The rate of transcription in prokaryotes is approximately 55 nucleotides per second, which corresponds to about 18 codons per second, or the same rate at which the mRNA is translated.
In bacteria, translation initiation occurs as soon as the 5′ end of an mRNA is synthesized, and translation and transcription are coupled. This tight coupling is not possible in eukaryotes because transcription and translation are carried out in separate compartments of the cell (the nucleus and cytoplasm).
Eukaryotic mRNA precursors must be processed in the nucleus [e.g., capping, polyadenylation, splicing) before they are exported to the cytoplasm for translation.
3. Termination:
This is the last phase of translation. Termination occurs when one of the three termination codons moves into the A site. These codons are not recognized by any tRNAs.
Termination of elongation is dependent on eukaryotic release factors In eukaryotes, there is only one release factor that is eRF, which recognizes all three stop codons [in place of RF1, RF2, or RF3 factors in prokaryotes]. However, the overall process of termination is similar to that of prokaryotes.
Prokaryotic Versus-Eukaryotic Translation:
The basic steps involved in protein synthesis are similar in both prokaryotes and eukaryotes. However, protein synthesis differs in several aspects in these two groups (Table 24.1).
Central Dogma:
The central dogma of molecular biology was first enunciated by Francis Crick in 1958 and re-stated in a Nature paper published in 1970.
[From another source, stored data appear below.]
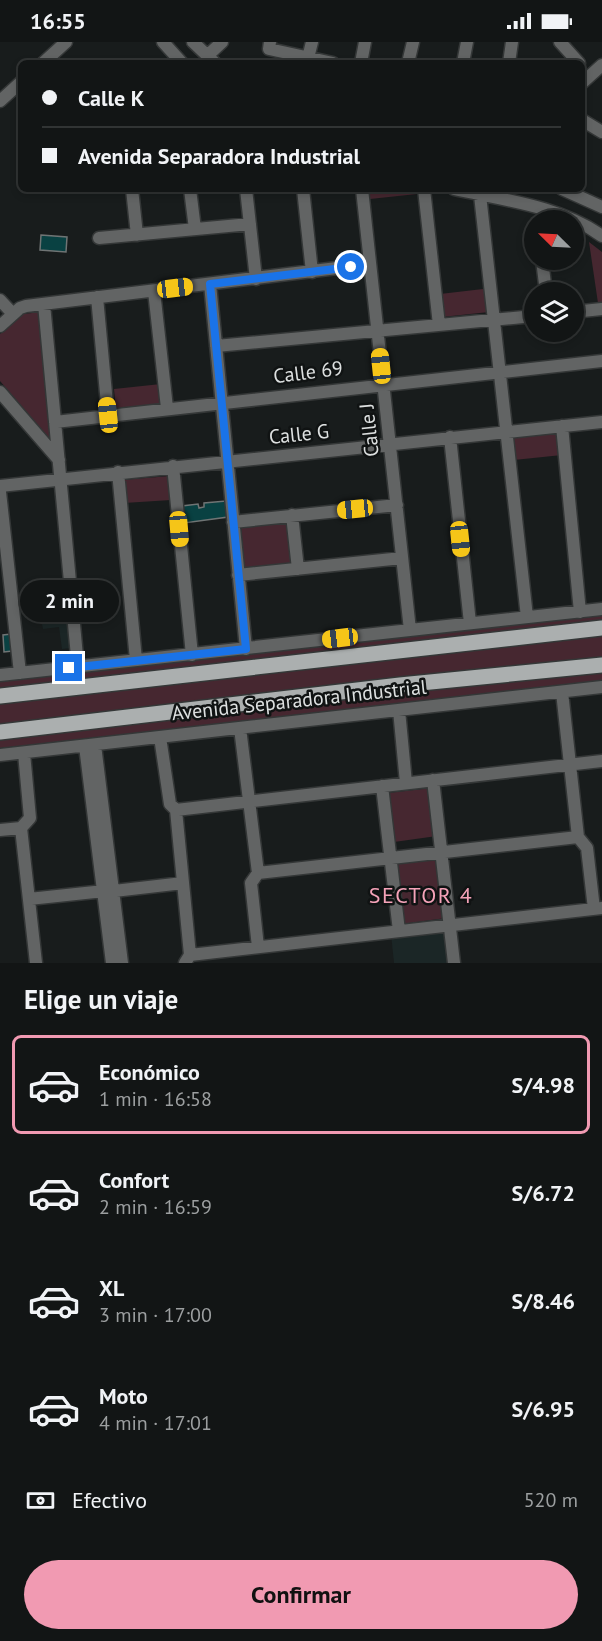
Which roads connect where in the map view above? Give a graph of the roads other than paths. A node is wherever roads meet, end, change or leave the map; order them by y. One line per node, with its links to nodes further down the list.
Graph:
1 (163, 42): 14 (street)
2 (193, 42): 15 (street)
3 (222, 42): 15 (street)
4 (312, 42): 12 (street)
5 (365, 42): 17 (street)
6 (413, 42): 18 (street)
7 (467, 42): 19 (street)
8 (512, 42): 20 (street)
9 (560, 42): 21 (street)
10 (63, 43): 13 (street)
11 (270, 46): 12 (street)
12 (308, 58): 16 (street)
13 (46, 60)
14 (180, 60)
15 (211, 60)
16 (318, 60)
17 (362, 60)
18 (409, 60)
19 (464, 60)
20 (509, 60)
21 (576, 60)
22 (602, 66): 23 (street)
23 (585, 75)
24 (18, 85): 25 (street)
25 (0, 101)
26 (585, 122): 27 (street)
27 (602, 132)
28 (132, 192): 42 (street)
29 (190, 192): 41 (street)
30 (246, 192): 40 (street)
31 (303, 192): 46 (street)
32 (362, 192): 45 (street, Calle J)
33 (424, 192): 58 (street)
34 (467, 192): 36 (street)
35 (569, 192): 38 (street)
36 (480, 195): 37 (street); 57 (street)
37 (535, 207): 39 (street); 43 (street)
38 (602, 207)
39 (535, 210)
40 (250, 224): 41 (street); 47 (street)
41 (195, 229): 42 (street)
42 (137, 235): 44 (street)
43 (602, 236)
44 (99, 238)
45 (370, 264): 46 (street); 60 (street, Calle J)
46 (312, 272): 47 (street)
47 (256, 279): 48 (street)
48 (210, 284): 49 (street); 61 (street)
49 (154, 291): 50 (street); 67 (street)
50 (97, 297): 52 (street); 68 (street)
51 (0, 300): 55 (street)
52 (44, 304): 55 (street); 69 (street)
53 (602, 309): 54 (street)
54 (584, 311)
55 (13, 314): 59 (street)
56 (524, 317): 57 (street)
57 (494, 319): 58 (street); 63 (street)
58 (439, 325): 60 (street)
59 (0, 326)
60 (377, 331): 61 (street); 64 (street, Calle J)
61 (216, 346): 66 (street)
62 (602, 361): 63 (street, Calle 69)
63 (500, 372): 64 (street, Calle 69); 72 (street)
64 (383, 383): 66 (street, Calle 69); 74 (street, Calle J)
65 (0, 392): 75 (street)
66 (222, 402): 67 (street, Calle 69); 76 (street)
67 (167, 408): 68 (street, Calle 69)
68 (108, 415): 69 (street, Calle 69)
69 (55, 422): 75 (street)
70 (602, 422): 71 (street, Calle G)
71 (562, 426): 72 (street, Calle G); 89 (street)
72 (507, 431): 73 (street, Calle G); 90 (street)
73 (450, 437): 74 (street, Calle G); 91 (street)
74 (390, 444): 76 (street, Calle G); 82 (street, Calle J)
75 (59, 460): 79 (street)
76 (227, 460): 77 (street, Calle G); 84 (street)
77 (173, 466): 78 (street, Calle G); 95 (street)
78 (118, 472): 79 (street, Calle G); 96 (street)
79 (60, 478): 80 (street, Calle G); 98 (street)
80 (0, 486)
81 (0, 492): 99 (street)
82 (397, 505): 83 (street); 85 (street, Calle J)
83 (292, 516): 84 (street); 86 (street)
84 (233, 522): 87 (street)
85 (402, 558): 86 (street); 93 (street, Calle J)
86 (298, 569): 87 (street)
87 (238, 575): 94 (street)
88 (602, 609): 89 (street)
89 (580, 612): 90 (street)
90 (527, 617): 91 (street)
91 (470, 623): 93 (street)
92 (602, 628): 103 (main road, Avenida Separadora Industrial)
93 (410, 630): 94 (street)
94 (246, 649): 95 (street)
95 (192, 655): 96 (street)
96 (136, 660): 98 (street)
97 (602, 665): 106 (main road, Avenida Separadora Industrial)
98 (78, 667): 99 (street)
99 (20, 673): 100 (street)
100 (0, 675)
101 (602, 687): 102 (street, Avenida Separadora Industrial)
102 (562, 692): 104 (street, Avenida Separadora Industrial); 112 (street)
103 (0, 696)
104 (399, 710): 105 (street, Avenida Separadora Industrial); 114 (street)
105 (240, 728): 107 (street, Avenida Separadora Industrial); 116 (street)
106 (0, 732)
107 (160, 737): 108 (street, Avenida Separadora Industrial); 117 (street)
108 (90, 746): 109 (street, Avenida Separadora Industrial); 125 (street)
109 (24, 753): 110 (street, Avenida Separadora Industrial); 118 (street)
110 (0, 755)
111 (602, 761): 112 (street)
112 (570, 764): 113 (street); 120 (street)
113 (433, 780): 114 (street); 121 (street)
114 (406, 783): 115 (street)
115 (382, 786): 116 (street); 122 (street)
116 (249, 801): 117 (street); 123 (street)
117 (176, 810): 124 (street)
118 (21, 828): 119 (street); 126 (street)
119 (0, 830)
120 (578, 837): 121 (street); 127 (street)
121 (441, 852): 122 (street); 128 (street)
122 (390, 858): 123 (street); 129 (street)
123 (258, 873): 130 (street)
124 (183, 883): 125 (street); 131 (street)
125 (109, 891): 126 (street); 133 (street); 134 (street)
126 (29, 899): 132 (street)
127 (598, 908): 128 (street)
128 (449, 925): 129 (street); 135 (street)
129 (399, 931): 130 (street)
130 (258, 947): 131 (street)
131 (188, 959)
132 (36, 963)
133 (112, 963)
134 (122, 963)
135 (454, 963)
The Central Dogma of Genetics is that:
DNA is transcribed to RNA which is translated to protein. Protein is never back-translated to RNA or DNA; and except for retroviruses, DNA is never created from RNA. Furthermore, DNA is never directly translated to protein. The dogma is DNA to RNA to protein. In other words, ‘once information gets into protein, it can’t flow back to nucleic acid.’